_EXERCISE:_ From the entries below, pull out each line where "Avenue" appears.

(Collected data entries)
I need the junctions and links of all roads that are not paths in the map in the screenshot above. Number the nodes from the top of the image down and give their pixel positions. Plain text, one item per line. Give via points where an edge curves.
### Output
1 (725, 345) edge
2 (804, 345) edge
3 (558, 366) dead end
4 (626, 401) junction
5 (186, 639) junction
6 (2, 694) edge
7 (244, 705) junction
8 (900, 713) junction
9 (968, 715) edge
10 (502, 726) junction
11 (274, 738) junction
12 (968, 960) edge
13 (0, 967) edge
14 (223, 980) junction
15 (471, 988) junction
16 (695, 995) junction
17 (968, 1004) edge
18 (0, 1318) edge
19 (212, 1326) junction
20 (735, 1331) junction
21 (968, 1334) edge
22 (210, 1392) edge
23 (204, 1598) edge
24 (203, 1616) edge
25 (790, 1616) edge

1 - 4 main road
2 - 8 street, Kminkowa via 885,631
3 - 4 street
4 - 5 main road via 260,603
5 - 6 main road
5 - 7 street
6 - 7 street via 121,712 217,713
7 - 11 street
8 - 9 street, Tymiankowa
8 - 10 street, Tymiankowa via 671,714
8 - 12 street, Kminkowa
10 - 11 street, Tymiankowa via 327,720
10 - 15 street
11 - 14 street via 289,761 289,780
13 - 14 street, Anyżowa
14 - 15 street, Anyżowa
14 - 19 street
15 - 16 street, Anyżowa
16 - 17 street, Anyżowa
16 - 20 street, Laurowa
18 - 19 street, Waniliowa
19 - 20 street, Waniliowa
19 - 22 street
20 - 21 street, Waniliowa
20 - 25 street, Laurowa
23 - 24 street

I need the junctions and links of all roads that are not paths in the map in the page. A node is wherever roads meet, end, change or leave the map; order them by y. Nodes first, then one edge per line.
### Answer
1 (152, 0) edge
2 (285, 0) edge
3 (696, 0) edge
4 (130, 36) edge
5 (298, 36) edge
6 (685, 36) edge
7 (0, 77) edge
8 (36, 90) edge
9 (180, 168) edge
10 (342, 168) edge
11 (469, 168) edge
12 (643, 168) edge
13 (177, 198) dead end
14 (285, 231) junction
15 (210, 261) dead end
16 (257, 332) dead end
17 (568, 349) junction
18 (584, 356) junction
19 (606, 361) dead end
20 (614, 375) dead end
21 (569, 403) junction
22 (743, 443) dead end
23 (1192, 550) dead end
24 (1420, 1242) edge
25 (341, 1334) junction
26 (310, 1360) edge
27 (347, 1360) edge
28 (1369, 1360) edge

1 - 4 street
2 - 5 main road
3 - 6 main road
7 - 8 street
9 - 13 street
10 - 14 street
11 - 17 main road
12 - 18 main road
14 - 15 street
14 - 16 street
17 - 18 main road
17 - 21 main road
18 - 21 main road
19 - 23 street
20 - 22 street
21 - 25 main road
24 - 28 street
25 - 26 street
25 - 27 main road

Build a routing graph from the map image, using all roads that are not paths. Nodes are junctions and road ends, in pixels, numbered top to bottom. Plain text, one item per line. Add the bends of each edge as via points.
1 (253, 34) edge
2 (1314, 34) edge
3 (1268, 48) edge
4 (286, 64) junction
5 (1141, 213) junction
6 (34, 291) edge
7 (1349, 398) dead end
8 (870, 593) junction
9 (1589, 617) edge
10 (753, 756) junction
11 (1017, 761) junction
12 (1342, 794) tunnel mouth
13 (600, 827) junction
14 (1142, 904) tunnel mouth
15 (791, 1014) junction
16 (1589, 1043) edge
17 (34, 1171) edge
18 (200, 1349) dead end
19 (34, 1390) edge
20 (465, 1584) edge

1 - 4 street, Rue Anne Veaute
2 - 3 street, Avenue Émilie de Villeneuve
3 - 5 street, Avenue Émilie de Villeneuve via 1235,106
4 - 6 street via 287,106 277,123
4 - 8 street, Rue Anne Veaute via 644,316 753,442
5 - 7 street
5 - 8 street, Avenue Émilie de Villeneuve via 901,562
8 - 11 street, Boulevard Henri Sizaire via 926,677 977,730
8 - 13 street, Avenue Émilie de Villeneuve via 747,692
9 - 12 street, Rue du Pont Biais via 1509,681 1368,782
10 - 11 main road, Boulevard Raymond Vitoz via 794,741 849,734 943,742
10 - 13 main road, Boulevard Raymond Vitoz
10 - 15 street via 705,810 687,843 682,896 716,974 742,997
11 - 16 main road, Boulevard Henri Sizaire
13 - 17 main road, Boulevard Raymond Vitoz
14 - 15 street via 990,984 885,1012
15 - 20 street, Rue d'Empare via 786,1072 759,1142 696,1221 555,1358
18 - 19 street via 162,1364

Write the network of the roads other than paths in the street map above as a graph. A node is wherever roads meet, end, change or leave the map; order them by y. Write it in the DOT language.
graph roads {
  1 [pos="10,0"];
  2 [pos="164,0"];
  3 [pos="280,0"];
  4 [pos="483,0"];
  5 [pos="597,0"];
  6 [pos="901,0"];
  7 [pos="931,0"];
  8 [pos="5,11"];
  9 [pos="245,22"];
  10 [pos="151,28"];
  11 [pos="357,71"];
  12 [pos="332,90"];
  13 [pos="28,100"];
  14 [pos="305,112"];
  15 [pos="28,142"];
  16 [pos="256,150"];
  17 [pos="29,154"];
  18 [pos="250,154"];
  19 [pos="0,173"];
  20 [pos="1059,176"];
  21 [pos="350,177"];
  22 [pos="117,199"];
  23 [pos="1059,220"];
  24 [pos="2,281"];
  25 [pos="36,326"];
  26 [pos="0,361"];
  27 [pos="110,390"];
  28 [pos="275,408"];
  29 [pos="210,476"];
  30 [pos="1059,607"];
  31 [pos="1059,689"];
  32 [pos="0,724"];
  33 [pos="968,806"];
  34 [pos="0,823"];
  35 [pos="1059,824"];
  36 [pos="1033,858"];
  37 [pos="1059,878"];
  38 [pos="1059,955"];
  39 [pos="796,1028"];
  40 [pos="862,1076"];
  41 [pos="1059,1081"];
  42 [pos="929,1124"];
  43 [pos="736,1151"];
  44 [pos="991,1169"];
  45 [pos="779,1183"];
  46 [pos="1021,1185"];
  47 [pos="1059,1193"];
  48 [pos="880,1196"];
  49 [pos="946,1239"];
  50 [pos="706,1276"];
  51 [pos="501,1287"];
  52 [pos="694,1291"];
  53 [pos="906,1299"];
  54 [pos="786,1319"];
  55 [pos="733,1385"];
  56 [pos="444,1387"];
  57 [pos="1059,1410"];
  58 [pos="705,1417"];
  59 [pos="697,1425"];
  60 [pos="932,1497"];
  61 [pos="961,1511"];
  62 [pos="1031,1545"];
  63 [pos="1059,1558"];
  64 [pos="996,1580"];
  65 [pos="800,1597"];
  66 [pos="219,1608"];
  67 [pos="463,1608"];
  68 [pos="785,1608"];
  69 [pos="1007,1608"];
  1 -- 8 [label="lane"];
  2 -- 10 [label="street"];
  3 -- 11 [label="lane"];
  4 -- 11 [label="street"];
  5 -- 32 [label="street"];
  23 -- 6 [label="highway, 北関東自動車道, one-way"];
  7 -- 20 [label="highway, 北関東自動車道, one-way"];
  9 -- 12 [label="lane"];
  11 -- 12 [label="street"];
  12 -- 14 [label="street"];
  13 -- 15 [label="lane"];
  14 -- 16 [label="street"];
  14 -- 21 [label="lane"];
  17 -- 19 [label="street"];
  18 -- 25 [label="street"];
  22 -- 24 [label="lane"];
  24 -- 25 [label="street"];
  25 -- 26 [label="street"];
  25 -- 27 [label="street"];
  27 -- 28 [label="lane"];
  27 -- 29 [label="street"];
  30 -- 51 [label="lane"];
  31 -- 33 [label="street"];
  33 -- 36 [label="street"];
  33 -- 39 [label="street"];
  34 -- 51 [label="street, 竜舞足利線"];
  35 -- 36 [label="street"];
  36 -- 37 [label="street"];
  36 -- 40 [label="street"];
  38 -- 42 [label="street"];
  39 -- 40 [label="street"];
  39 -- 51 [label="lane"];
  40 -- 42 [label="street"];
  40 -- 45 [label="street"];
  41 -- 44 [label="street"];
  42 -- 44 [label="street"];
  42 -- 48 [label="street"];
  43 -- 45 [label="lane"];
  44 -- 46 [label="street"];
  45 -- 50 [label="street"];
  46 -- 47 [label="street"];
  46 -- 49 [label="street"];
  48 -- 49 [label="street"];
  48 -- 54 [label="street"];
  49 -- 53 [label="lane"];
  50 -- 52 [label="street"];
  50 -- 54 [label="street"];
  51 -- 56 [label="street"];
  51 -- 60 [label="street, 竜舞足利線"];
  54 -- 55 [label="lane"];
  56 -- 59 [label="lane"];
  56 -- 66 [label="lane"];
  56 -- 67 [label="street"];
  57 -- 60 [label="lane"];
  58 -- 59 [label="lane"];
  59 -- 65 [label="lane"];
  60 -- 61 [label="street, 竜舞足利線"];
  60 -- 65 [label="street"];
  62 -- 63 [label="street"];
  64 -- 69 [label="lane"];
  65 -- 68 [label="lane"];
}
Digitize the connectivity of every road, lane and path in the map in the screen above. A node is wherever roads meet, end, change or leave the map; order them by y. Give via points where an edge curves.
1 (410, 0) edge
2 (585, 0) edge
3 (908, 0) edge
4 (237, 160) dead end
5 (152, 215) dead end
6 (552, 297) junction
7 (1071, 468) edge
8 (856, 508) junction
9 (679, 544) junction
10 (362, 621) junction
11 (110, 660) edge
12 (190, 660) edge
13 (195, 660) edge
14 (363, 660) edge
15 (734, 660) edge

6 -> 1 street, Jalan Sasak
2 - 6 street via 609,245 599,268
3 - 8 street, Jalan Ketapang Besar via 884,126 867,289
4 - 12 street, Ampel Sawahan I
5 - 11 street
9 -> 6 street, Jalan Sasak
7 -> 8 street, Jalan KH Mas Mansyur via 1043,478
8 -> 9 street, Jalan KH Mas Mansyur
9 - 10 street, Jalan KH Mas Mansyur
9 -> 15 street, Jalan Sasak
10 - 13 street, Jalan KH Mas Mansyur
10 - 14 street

_EXERCISE SOLUTION:_
2 - 3 street, Avenue Émilie de Villeneuve
3 - 5 street, Avenue Émilie de Villeneuve via 1235,106
5 - 8 street, Avenue Émilie de Villeneuve via 901,562
8 - 13 street, Avenue Émilie de Villeneuve via 747,692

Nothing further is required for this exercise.